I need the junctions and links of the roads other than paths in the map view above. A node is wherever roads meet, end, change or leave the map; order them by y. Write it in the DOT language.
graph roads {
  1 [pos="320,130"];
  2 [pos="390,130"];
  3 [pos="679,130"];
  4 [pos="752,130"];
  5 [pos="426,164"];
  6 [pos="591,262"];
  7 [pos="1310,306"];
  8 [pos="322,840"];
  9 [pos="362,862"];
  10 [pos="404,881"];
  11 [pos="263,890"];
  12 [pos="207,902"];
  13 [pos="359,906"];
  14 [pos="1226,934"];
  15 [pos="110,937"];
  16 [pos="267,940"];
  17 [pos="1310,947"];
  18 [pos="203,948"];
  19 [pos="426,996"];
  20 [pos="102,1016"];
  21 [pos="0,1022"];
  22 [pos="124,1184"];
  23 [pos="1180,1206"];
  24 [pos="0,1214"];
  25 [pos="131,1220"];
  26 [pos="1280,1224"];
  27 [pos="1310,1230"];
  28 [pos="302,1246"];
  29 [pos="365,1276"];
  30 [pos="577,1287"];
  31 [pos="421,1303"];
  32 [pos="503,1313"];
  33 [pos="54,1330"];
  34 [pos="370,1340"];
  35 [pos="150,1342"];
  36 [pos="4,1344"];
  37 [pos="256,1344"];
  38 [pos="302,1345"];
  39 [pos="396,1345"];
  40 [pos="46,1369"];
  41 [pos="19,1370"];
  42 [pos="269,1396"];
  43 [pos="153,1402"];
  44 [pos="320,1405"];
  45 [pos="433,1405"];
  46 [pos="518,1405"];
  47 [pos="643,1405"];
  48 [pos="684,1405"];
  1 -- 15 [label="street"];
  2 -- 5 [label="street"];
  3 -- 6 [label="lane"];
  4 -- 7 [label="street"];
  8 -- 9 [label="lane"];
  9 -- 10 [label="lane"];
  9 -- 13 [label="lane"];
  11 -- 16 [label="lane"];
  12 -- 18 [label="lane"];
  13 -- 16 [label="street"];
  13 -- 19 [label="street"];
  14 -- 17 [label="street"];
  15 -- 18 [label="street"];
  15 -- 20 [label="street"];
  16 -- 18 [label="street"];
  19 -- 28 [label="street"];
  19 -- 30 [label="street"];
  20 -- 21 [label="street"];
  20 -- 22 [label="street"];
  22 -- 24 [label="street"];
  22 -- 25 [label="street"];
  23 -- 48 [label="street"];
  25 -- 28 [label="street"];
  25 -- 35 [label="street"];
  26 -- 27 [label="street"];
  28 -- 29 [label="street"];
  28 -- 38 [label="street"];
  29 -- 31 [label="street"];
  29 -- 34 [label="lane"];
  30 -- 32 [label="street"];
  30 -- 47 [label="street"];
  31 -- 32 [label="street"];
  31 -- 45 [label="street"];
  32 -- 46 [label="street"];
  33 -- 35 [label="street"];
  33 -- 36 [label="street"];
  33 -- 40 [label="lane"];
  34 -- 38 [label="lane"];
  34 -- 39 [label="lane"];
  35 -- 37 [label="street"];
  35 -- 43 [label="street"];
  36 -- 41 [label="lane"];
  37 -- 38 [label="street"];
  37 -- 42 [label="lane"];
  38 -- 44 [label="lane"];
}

_ _ _ _ _

Taking the material above as a whole, how many of its lines contain "roads"? The reply should be that number alone.

2